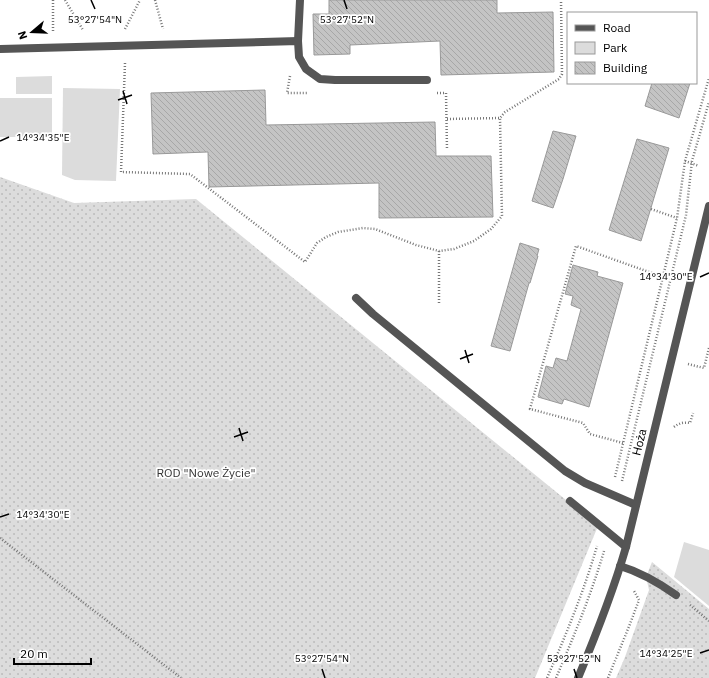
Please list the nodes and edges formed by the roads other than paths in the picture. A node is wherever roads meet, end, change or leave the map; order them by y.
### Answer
1 (300, 0) edge
2 (298, 41) junction
3 (0, 49) edge
4 (427, 80) dead end
5 (709, 206) edge
6 (356, 298) dead end
7 (570, 501) dead end
8 (636, 505) junction
9 (626, 547) junction
10 (620, 566) junction
11 (676, 595) road end
12 (578, 678) edge

1 - 2 street
2 - 3 street
2 - 4 street
5 - 8 street, Hoża
6 - 8 street
7 - 9 street
8 - 9 street, Hoża
9 - 10 street, Hoża
10 - 11 street
10 - 12 street, Hoża

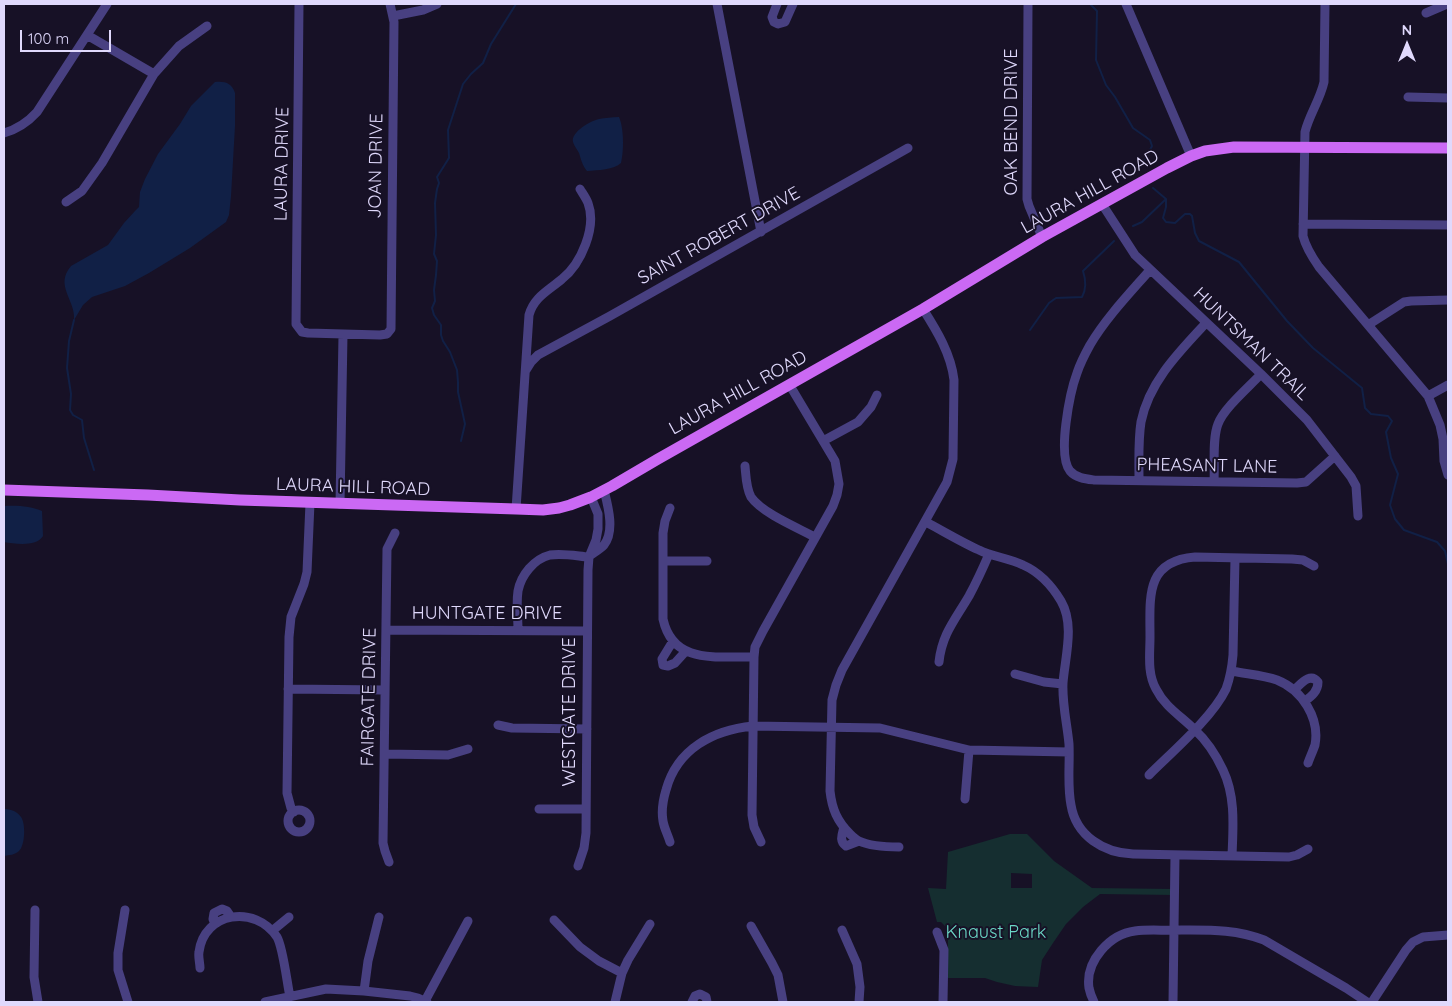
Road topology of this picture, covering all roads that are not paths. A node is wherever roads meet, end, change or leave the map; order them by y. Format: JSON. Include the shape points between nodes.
{"nodes":[{"id":1,"x":107,"y":4,"type":"edge"},
{"id":2,"x":299,"y":4,"type":"edge"},
{"id":3,"x":390,"y":4,"type":"edge"},
{"id":4,"x":437,"y":4,"type":"edge"},
{"id":5,"x":717,"y":4,"type":"edge"},
{"id":6,"x":777,"y":4,"type":"edge"},
{"id":7,"x":793,"y":4,"type":"edge"},
{"id":8,"x":1028,"y":4,"type":"edge"},
{"id":9,"x":1126,"y":4,"type":"edge"},
{"id":10,"x":1325,"y":4,"type":"edge"},
{"id":11,"x":1448,"y":4,"type":"edge"},
{"id":12,"x":1426,"y":13,"type":"dead end"},
{"id":13,"x":393,"y":16,"type":"junction"},
{"id":14,"x":207,"y":26,"type":"dead end"},
{"id":15,"x":87,"y":35,"type":"junction"},
{"id":16,"x":154,"y":74,"type":"junction"},
{"id":17,"x":1408,"y":97,"type":"dead end"},
{"id":18,"x":1448,"y":98,"type":"edge"},
{"id":19,"x":4,"y":133,"type":"edge"},
{"id":20,"x":1304,"y":147,"type":"junction"},
{"id":21,"x":908,"y":148,"type":"dead end"},
{"id":22,"x":1448,"y":148,"type":"edge"},
{"id":23,"x":1191,"y":156,"type":"junction"},
{"id":24,"x":580,"y":189,"type":"dead end"},
{"id":25,"x":66,"y":202,"type":"dead end"},
{"id":26,"x":1102,"y":204,"type":"junction"},
{"id":27,"x":1303,"y":224,"type":"junction"},
{"id":28,"x":1448,"y":225,"type":"edge"},
{"id":29,"x":760,"y":232,"type":"junction"},
{"id":30,"x":1042,"y":237,"type":"junction"},
{"id":31,"x":1150,"y":270,"type":"junction"},
{"id":32,"x":1448,"y":300,"type":"edge"},
{"id":33,"x":923,"y":309,"type":"junction"},
{"id":34,"x":1206,"y":323,"type":"junction"},
{"id":35,"x":1368,"y":325,"type":"junction"},
{"id":36,"x":343,"y":335,"type":"junction"},
{"id":37,"x":528,"y":338,"type":"junction"},
{"id":38,"x":545,"y":351,"type":"junction"},
{"id":39,"x":526,"y":370,"type":"junction"},
{"id":40,"x":1261,"y":374,"type":"junction"},
{"id":41,"x":790,"y":384,"type":"junction"},
{"id":42,"x":1448,"y":385,"type":"edge"},
{"id":43,"x":877,"y":395,"type":"dead end"},
{"id":44,"x":1428,"y":396,"type":"junction"},
{"id":45,"x":823,"y":441,"type":"junction"},
{"id":46,"x":1335,"y":456,"type":"junction"},
{"id":47,"x":745,"y":466,"type":"dead end"},
{"id":48,"x":1448,"y":475,"type":"edge"},
{"id":49,"x":1138,"y":480,"type":"junction"},
{"id":50,"x":1214,"y":482,"type":"junction"},
{"id":51,"x":4,"y":490,"type":"edge"},
{"id":52,"x":604,"y":490,"type":"junction"},
{"id":53,"x":591,"y":497,"type":"junction"},
{"id":54,"x":310,"y":503,"type":"junction"},
{"id":55,"x":340,"y":504,"type":"junction"},
{"id":56,"x":670,"y":508,"type":"dead end"},
{"id":57,"x":516,"y":510,"type":"junction"},
{"id":58,"x":1358,"y":516,"type":"dead end"},
{"id":59,"x":926,"y":522,"type":"junction"},
{"id":60,"x":395,"y":533,"type":"dead end"},
{"id":61,"x":815,"y":537,"type":"junction"},
{"id":62,"x":989,"y":554,"type":"junction"},
{"id":63,"x":589,"y":557,"type":"junction"},
{"id":64,"x":1234,"y":558,"type":"junction"},
{"id":65,"x":664,"y":561,"type":"junction"},
{"id":66,"x":707,"y":561,"type":"dead end"},
{"id":67,"x":1314,"y":566,"type":"dead end"},
{"id":68,"x":386,"y":630,"type":"junction"},
{"id":69,"x":518,"y":630,"type":"junction"},
{"id":70,"x":587,"y":631,"type":"junction"},
{"id":71,"x":673,"y":641,"type":"junction"},
{"id":72,"x":685,"y":652,"type":"junction"},
{"id":73,"x":754,"y":657,"type":"junction"},
{"id":74,"x":939,"y":662,"type":"dead end"},
{"id":75,"x":1232,"y":671,"type":"junction"},
{"id":76,"x":1015,"y":674,"type":"dead end"},
{"id":77,"x":1063,"y":684,"type":"junction"},
{"id":78,"x":288,"y":689,"type":"junction"},
{"id":79,"x":385,"y":690,"type":"junction"},
{"id":80,"x":1294,"y":690,"type":"junction"},
{"id":81,"x":1305,"y":701,"type":"junction"},
{"id":82,"x":498,"y":725,"type":"dead end"},
{"id":83,"x":753,"y":726,"type":"junction"},
{"id":84,"x":832,"y":727,"type":"junction"},
{"id":85,"x":587,"y":729,"type":"junction"},
{"id":86,"x":1194,"y":729,"type":"junction"},
{"id":87,"x":468,"y":749,"type":"dead end"},
{"id":88,"x":969,"y":750,"type":"junction"},
{"id":89,"x":1069,"y":752,"type":"junction"},
{"id":90,"x":385,"y":754,"type":"junction"},
{"id":91,"x":1308,"y":763,"type":"dead end"},
{"id":92,"x":1149,"y":775,"type":"dead end"},
{"id":93,"x":965,"y":799,"type":"dead end"},
{"id":94,"x":539,"y":809,"type":"dead end"},
{"id":95,"x":586,"y":809,"type":"junction"},
{"id":96,"x":294,"y":812,"type":"dead end"},
{"id":97,"x":670,"y":842,"type":"dead end"},
{"id":98,"x":760,"y":842,"type":"dead end"},
{"id":99,"x":899,"y":847,"type":"dead end"},
{"id":100,"x":1308,"y":849,"type":"dead end"},
{"id":101,"x":1175,"y":855,"type":"junction"},
{"id":102,"x":1232,"y":856,"type":"junction"},
{"id":103,"x":389,"y":862,"type":"dead end"},
{"id":104,"x":578,"y":866,"type":"dead end"},
{"id":105,"x":34,"y":910,"type":"dead end"},
{"id":106,"x":126,"y":910,"type":"dead end"},
{"id":107,"x":289,"y":917,"type":"dead end"},
{"id":108,"x":379,"y":917,"type":"dead end"},
{"id":109,"x":554,"y":920,"type":"dead end"},
{"id":110,"x":468,"y":921,"type":"dead end"},
{"id":111,"x":650,"y":924,"type":"dead end"},
{"id":112,"x":751,"y":926,"type":"dead end"},
{"id":113,"x":842,"y":930,"type":"dead end"},
{"id":114,"x":272,"y":931,"type":"junction"},
{"id":115,"x":1174,"y":931,"type":"junction"},
{"id":116,"x":937,"y":932,"type":"dead end"},
{"id":117,"x":1448,"y":935,"type":"edge"},
{"id":118,"x":200,"y":968,"type":"dead end"},
{"id":119,"x":622,"y":973,"type":"junction"},
{"id":120,"x":364,"y":991,"type":"junction"},
{"id":121,"x":290,"y":997,"type":"junction"},
{"id":122,"x":38,"y":1002,"type":"edge"},
{"id":123,"x":128,"y":1002,"type":"edge"},
{"id":124,"x":265,"y":1002,"type":"edge"},
{"id":125,"x":426,"y":1002,"type":"edge"},
{"id":126,"x":615,"y":1002,"type":"edge"},
{"id":127,"x":692,"y":1002,"type":"edge"},
{"id":128,"x":707,"y":1002,"type":"edge"},
{"id":129,"x":783,"y":1002,"type":"edge"},
{"id":130,"x":859,"y":1002,"type":"edge"},
{"id":131,"x":943,"y":1002,"type":"edge"},
{"id":132,"x":1094,"y":1002,"type":"edge"},
{"id":133,"x":1173,"y":1002,"type":"edge"},
{"id":134,"x":1367,"y":1002,"type":"edge"},
{"id":135,"x":1372,"y":1002,"type":"edge"}],
"edges":[{"from":1,"to":15,"type":"street"},
{"from":2,"to":36,"type":"street","name":"LAURA DRIVE","via":[[296,324],[302,332]]},
{"from":3,"to":13,"type":"street","name":"JOAN DRIVE"},
{"from":4,"to":13,"type":"street"},
{"from":5,"to":29,"type":"street"},
{"from":6,"to":7,"type":"street","via":[[772,17],[778,24],[785,22]]},
{"from":8,"to":30,"type":"street","name":"OAK BEND DRIVE","via":[[1028,199]]},
{"from":9,"to":23,"type":"street"},
{"from":10,"to":20,"type":"street","via":[[1324,82],[1322,94],[1308,121]]},
{"from":11,"to":12,"type":"street"},
{"from":13,"to":36,"type":"street","name":"JOAN DRIVE","via":[[390,329],[383,335]]},
{"from":14,"to":16,"type":"street","via":[[179,46]]},
{"from":15,"to":16,"type":"street"},
{"from":15,"to":19,"type":"street","via":[[37,112],[28,122]]},
{"from":16,"to":25,"type":"street","via":[[102,164],[82,191]]},
{"from":17,"to":18,"type":"street"},
{"from":20,"to":22,"type":"main road","name":"LAURA HILL ROAD"},
{"from":20,"to":23,"type":"main road","name":"LAURA HILL ROAD","via":[[1234,147]]},
{"from":20,"to":27,"type":"street"},
{"from":21,"to":29,"type":"street","name":"SAINT ROBERT DRIVE"},
{"from":23,"to":26,"type":"main road","name":"LAURA HILL ROAD"},
{"from":24,"to":37,"type":"street","via":[[590,209],[584,248],[571,270],[541,294],[531,308]]},
{"from":26,"to":30,"type":"main road","name":"LAURA HILL ROAD"},
{"from":26,"to":31,"type":"street","name":"HUNTSMAN TRAIL","via":[[1127,245]]},
{"from":27,"to":28,"type":"street"},
{"from":27,"to":35,"type":"street","via":[[1306,248]]},
{"from":29,"to":38,"type":"street","name":"SAINT ROBERT DRIVE"},
{"from":30,"to":33,"type":"main road","name":"LAURA HILL ROAD"},
{"from":31,"to":34,"type":"street","name":"HUNTSMAN TRAIL"},
{"from":31,"to":49,"type":"street","name":"PHEASANT LANE","via":[[1104,324],[1090,346],[1077,373],[1067,409],[1064,443],[1070,471],[1080,478]]},
{"from":32,"to":35,"type":"street","via":[[1404,302]]},
{"from":33,"to":41,"type":"main road","name":"LAURA HILL ROAD"},
{"from":33,"to":59,"type":"street","via":[[951,362],[954,380],[953,459],[947,482]]},
{"from":34,"to":40,"type":"street","name":"HUNTSMAN TRAIL"},
{"from":34,"to":49,"type":"street","via":[[1175,356],[1155,384],[1145,407]]},
{"from":35,"to":44,"type":"street"},
{"from":36,"to":55,"type":"street"},
{"from":37,"to":38,"type":"street","via":[[534,350]]},
{"from":37,"to":39,"type":"street"},
{"from":38,"to":39,"type":"street","name":"SAINT ROBERT DRIVE"},
{"from":39,"to":57,"type":"street"},
{"from":40,"to":46,"type":"street","name":"HUNTSMAN TRAIL","via":[[1307,420]]},
{"from":40,"to":50,"type":"street","via":[[1218,423]]},
{"from":41,"to":45,"type":"street"},
{"from":41,"to":52,"type":"main road","name":"LAURA HILL ROAD"},
{"from":42,"to":44,"type":"street"},
{"from":43,"to":45,"type":"street","via":[[858,422]]},
{"from":44,"to":48,"type":"street","via":[[1440,425]]},
{"from":45,"to":61,"type":"street","via":[[834,461],[839,484],[837,495]]},
{"from":46,"to":50,"type":"street","name":"PHEASANT LANE","via":[[1306,482]]},
{"from":46,"to":58,"type":"street","name":"HUNTSMAN TRAIL","via":[[1356,486]]},
{"from":47,"to":61,"type":"street","via":[[747,486],[758,504]]},
{"from":49,"to":50,"type":"street","name":"PHEASANT LANE"},
{"from":51,"to":54,"type":"main road","name":"LAURA HILL ROAD"},
{"from":52,"to":53,"type":"main road","name":"LAURA HILL ROAD"},
{"from":52,"to":63,"type":"street","via":[[609,532],[605,544]]},
{"from":53,"to":57,"type":"main road","name":"LAURA HILL ROAD","via":[[559,508]]},
{"from":53,"to":63,"type":"street","name":"WESTGATE DRIVE","via":[[598,514],[598,529]]},
{"from":54,"to":55,"type":"main road","name":"LAURA HILL ROAD"},
{"from":54,"to":78,"type":"street","via":[[307,572],[290,622]]},
{"from":55,"to":57,"type":"main road","name":"LAURA HILL ROAD"},
{"from":56,"to":65,"type":"street","via":[[665,521]]},
{"from":59,"to":62,"type":"street"},
{"from":59,"to":84,"type":"street","via":[[842,670],[832,700]]},
{"from":60,"to":68,"type":"street","name":"FAIRGATE DRIVE","via":[[387,549]]},
{"from":61,"to":73,"type":"street","via":[[763,631]]},
{"from":62,"to":74,"type":"street","via":[[970,595],[944,638]]},
{"from":62,"to":77,"type":"street","via":[[1023,565],[1036,573],[1062,603],[1068,630]]},
{"from":63,"to":69,"type":"street","via":[[550,555],[528,569],[518,593]]},
{"from":63,"to":70,"type":"street","name":"WESTGATE DRIVE"},
{"from":64,"to":67,"type":"street","via":[[1303,560]]},
{"from":64,"to":75,"type":"street"},
{"from":64,"to":86,"type":"street","via":[[1195,557],[1170,562],[1162,569],[1152,589],[1151,678],[1163,701]]},
{"from":65,"to":66,"type":"street"},
{"from":65,"to":71,"type":"street","via":[[663,619]]},
{"from":68,"to":69,"type":"street","name":"HUNTGATE DRIVE"},
{"from":68,"to":79,"type":"street","name":"FAIRGATE DRIVE"},
{"from":69,"to":70,"type":"street","name":"HUNTGATE DRIVE"},
{"from":70,"to":85,"type":"street","name":"WESTGATE DRIVE"},
{"from":71,"to":72,"type":"street"},
{"from":71,"to":72,"type":"street","via":[[662,659],[663,665],[675,662]]},
{"from":72,"to":73,"type":"street"},
{"from":73,"to":83,"type":"street"},
{"from":75,"to":80,"type":"street","via":[[1274,679]]},
{"from":75,"to":86,"type":"street","via":[[1219,701]]},
{"from":76,"to":77,"type":"street"},
{"from":77,"to":89,"type":"street"},
{"from":78,"to":79,"type":"street"},
{"from":78,"to":96,"type":"street","via":[[287,793]]},
{"from":79,"to":90,"type":"street","name":"FAIRGATE DRIVE"},
{"from":80,"to":81,"type":"street"},
{"from":80,"to":81,"type":"street","via":[[1308,678],[1316,678],[1317,688]]},
{"from":81,"to":91,"type":"street","via":[[1316,734]]},
{"from":82,"to":85,"type":"street"},
{"from":83,"to":84,"type":"street"},
{"from":83,"to":97,"type":"street","via":[[736,727],[709,737],[679,763],[668,783],[662,811]]},
{"from":83,"to":98,"type":"street","via":[[752,815]]},
{"from":84,"to":88,"type":"street","via":[[880,728]]},
{"from":84,"to":99,"type":"street","via":[[830,791],[835,814],[859,842]]},
{"from":85,"to":95,"type":"street","name":"WESTGATE DRIVE"},
{"from":86,"to":92,"type":"street"},
{"from":86,"to":102,"type":"street","via":[[1217,757],[1230,789]]},
{"from":87,"to":90,"type":"street","via":[[448,755]]},
{"from":88,"to":89,"type":"street"},
{"from":88,"to":93,"type":"street"},
{"from":89,"to":101,"type":"street","via":[[1071,806],[1087,836],[1098,845],[1122,854]]},
{"from":90,"to":103,"type":"street","name":"FAIRGATE DRIVE","via":[[383,843]]},
{"from":94,"to":95,"type":"street"},
{"from":95,"to":104,"type":"street","name":"WESTGATE DRIVE","via":[[586,842]]},
{"from":100,"to":102,"type":"street","via":[[1289,857]]},
{"from":101,"to":102,"type":"street"},
{"from":101,"to":115,"type":"street"},
{"from":105,"to":122,"type":"street","via":[[34,977]]},
{"from":106,"to":123,"type":"street","via":[[118,970]]},
{"from":107,"to":114,"type":"street"},
{"from":108,"to":120,"type":"street"},
{"from":109,"to":119,"type":"street","via":[[580,947]]},
{"from":110,"to":125,"type":"street"},
{"from":111,"to":119,"type":"street"},
{"from":112,"to":129,"type":"street","via":[[778,975]]},
{"from":113,"to":130,"type":"street","via":[[857,964]]},
{"from":114,"to":118,"type":"street","via":[[266,924],[244,916],[215,924],[203,940],[199,952]]},
{"from":114,"to":121,"type":"street","via":[[281,947]]},
{"from":115,"to":132,"type":"street","via":[[1133,931],[1106,945],[1089,974]]},
{"from":115,"to":133,"type":"street"},
{"from":115,"to":134,"type":"street","via":[[1220,930],[1251,934]]},
{"from":116,"to":131,"type":"street","via":[[944,950]]},
{"from":117,"to":135,"type":"street","via":[[1423,937],[1413,942]]},
{"from":119,"to":126,"type":"street"},
{"from":120,"to":121,"type":"street","via":[[326,989]]},
{"from":120,"to":125,"type":"street","via":[[410,996]]},
{"from":121,"to":124,"type":"street"},
{"from":127,"to":128,"type":"street","via":[[700,994],[706,997]]}]}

---------------

▶ **Work item**
Read each line of the data and count the ones that include "order", answering with the number alone.

▶ **Solution to the problem**
2